Night Swim es sobre la familia Waller, conformada por Ray, un padre ex beisbolista profesional que sufre de esclerosis múltiple (Wyatt Russell, el U.S. Agent de Marvel); Eve, la madre y esposa abnegada (Kerry Condón de The Banshees Of Inisherin); Izzy, la típica hija adolescente que entra chicos a la casa y pelea con su hermano (Amélie Hoeferle de la precuela de The Hunger Games); y Elliot, el típico niño introvertido al que nadie le cree lo que ve (Gavin Warren de Fear The Walking Dead). 

Como es costumbre en este tipo de películas, los Waller se mudan a una nueva casa y hacen caso omiso de todas las banderas rojas que advierten sobre la mala idea (Ray casi se ahoga en la piscina, pero aún así convence a su esposa de comprarla). La justificación está en que el médico ha recomendado fisioterapia para Ray, y la natación puede ayudar. En la piscina, Ray comienza a sanar milagrosamente.

Basta con decir que unos espíritus malignos gobiernan la piscina y eso nos lleva a varias apariciones fugaces y misteriosas, el lodo verdoso y agua podrida que brota del desagüe, juguetes que se mueven solos y a un padre que comienza a comportarse de manera errática… ya saben cómo es esto. 

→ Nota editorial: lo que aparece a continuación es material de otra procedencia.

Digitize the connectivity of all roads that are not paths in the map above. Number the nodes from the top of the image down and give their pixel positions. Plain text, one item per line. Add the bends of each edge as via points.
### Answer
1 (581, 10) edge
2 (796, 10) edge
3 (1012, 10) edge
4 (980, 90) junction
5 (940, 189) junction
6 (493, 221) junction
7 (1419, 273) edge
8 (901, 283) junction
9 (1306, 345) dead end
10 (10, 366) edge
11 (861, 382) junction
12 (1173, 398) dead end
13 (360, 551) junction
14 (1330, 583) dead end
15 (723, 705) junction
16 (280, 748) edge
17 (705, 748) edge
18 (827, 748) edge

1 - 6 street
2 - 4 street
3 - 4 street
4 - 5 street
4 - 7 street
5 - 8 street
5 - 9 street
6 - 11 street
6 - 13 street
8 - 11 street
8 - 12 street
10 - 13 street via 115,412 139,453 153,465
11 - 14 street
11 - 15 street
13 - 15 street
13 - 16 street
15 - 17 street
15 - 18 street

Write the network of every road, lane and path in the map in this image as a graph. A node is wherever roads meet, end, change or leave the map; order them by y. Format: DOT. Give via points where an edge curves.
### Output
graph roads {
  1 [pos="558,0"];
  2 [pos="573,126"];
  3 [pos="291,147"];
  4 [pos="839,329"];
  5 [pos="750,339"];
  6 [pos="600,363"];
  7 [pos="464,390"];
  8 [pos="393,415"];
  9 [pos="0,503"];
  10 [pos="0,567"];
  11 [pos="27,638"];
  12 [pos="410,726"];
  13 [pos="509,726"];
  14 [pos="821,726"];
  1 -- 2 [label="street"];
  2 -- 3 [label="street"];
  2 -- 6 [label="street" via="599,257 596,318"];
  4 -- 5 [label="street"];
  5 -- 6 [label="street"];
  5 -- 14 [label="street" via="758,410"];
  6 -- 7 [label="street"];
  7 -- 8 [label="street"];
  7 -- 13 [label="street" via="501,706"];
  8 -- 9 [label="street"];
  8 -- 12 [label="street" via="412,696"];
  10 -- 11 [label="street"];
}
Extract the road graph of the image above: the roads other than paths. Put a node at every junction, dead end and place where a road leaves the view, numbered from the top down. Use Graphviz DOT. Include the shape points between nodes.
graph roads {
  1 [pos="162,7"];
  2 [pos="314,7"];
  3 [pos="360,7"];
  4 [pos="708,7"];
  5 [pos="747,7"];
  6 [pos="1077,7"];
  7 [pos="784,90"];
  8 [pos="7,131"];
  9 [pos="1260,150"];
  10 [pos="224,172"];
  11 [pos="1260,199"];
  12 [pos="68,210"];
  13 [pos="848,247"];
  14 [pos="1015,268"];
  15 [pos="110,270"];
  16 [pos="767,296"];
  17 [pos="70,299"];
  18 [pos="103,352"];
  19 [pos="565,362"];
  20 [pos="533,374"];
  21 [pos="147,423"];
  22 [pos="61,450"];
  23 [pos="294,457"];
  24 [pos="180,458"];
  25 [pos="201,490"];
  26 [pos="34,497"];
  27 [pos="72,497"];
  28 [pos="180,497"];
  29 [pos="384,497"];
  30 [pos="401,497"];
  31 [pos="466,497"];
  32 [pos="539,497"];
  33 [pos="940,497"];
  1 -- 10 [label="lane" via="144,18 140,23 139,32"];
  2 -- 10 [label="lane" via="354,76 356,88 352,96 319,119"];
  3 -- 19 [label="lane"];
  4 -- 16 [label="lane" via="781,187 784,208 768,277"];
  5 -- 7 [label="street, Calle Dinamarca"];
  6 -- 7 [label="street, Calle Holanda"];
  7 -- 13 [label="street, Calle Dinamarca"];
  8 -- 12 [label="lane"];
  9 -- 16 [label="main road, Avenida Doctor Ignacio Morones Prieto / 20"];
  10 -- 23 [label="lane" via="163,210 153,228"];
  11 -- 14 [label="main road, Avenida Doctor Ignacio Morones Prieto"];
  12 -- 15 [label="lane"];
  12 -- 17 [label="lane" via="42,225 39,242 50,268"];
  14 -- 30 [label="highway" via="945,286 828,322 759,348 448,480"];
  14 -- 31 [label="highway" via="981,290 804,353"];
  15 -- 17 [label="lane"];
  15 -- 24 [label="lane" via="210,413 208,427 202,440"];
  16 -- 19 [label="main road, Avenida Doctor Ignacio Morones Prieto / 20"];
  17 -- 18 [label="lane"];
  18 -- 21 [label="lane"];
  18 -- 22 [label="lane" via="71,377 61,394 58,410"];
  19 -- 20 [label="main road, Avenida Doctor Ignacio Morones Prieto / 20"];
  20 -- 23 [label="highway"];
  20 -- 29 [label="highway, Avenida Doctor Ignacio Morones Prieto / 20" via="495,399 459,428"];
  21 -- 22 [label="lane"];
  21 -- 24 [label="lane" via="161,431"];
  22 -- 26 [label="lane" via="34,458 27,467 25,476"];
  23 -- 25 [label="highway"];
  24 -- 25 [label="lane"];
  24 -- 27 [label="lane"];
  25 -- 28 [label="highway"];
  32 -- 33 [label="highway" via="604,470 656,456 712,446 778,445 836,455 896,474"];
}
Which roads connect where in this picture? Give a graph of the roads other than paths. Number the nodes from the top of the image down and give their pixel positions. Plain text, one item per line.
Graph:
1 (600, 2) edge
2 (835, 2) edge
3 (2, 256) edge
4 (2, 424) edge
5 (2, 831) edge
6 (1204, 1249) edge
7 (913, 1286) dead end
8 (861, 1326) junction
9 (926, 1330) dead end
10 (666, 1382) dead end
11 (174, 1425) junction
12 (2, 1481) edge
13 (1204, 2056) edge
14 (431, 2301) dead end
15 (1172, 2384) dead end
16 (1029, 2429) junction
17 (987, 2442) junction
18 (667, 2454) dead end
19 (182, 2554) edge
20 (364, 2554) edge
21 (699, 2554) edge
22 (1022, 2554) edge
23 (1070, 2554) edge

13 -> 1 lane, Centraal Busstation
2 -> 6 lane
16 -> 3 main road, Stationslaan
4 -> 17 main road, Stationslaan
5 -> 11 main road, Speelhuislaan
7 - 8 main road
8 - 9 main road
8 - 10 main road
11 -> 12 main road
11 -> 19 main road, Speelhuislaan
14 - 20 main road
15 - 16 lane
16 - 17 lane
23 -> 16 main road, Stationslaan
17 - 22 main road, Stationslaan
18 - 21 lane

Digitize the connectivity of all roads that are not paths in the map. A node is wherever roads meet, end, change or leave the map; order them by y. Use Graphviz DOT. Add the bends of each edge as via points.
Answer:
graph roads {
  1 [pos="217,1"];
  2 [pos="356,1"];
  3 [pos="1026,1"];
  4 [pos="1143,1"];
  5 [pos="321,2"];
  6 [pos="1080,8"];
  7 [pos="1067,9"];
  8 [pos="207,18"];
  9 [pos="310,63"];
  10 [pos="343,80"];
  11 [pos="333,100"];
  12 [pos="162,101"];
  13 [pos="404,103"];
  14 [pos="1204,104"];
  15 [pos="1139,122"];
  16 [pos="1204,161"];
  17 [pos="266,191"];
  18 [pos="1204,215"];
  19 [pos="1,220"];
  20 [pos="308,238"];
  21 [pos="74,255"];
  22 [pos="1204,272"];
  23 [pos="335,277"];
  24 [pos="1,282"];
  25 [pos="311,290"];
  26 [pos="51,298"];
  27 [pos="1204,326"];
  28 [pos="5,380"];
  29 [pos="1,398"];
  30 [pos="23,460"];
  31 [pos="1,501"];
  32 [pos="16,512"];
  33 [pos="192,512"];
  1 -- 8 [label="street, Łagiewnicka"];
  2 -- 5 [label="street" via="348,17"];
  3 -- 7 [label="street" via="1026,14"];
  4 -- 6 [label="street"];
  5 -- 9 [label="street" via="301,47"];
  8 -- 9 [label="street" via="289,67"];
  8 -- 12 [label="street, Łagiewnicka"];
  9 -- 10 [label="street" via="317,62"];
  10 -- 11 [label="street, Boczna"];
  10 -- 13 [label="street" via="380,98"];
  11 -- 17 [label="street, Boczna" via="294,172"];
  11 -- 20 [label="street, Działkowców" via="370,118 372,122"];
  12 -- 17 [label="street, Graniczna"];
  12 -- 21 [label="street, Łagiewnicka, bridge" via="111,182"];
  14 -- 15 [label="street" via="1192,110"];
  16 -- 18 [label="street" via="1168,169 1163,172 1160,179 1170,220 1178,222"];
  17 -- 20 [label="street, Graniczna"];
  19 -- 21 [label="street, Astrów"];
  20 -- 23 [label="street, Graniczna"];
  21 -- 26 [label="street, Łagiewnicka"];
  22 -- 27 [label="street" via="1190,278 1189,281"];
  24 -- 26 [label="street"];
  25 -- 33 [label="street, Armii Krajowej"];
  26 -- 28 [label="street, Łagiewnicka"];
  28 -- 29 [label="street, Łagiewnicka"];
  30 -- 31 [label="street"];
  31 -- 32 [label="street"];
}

Así como Los pitufos tienen su versión acuática en Los Snorkels, esta cinta puede pensarse como la versión húmeda de la casa de Amityville. Al final descubriremos el secreto detrás de la piscina satánica. No está construida en un cementerio indio, ya que eso sería muy obvio, sino que hace parte de una maldición sin fin que incluye a una niña fantasma, algo muy similar a Ringu (1998), esa otra franquicia de terror cansada por su sobreexplotación.

Al final, Night Swim se convierte en otra de esas películas malas que suelen estrenarse en la cartelera estéril que caracteriza al mes de enero y que bien puede definirse como “terror pasado por agua”.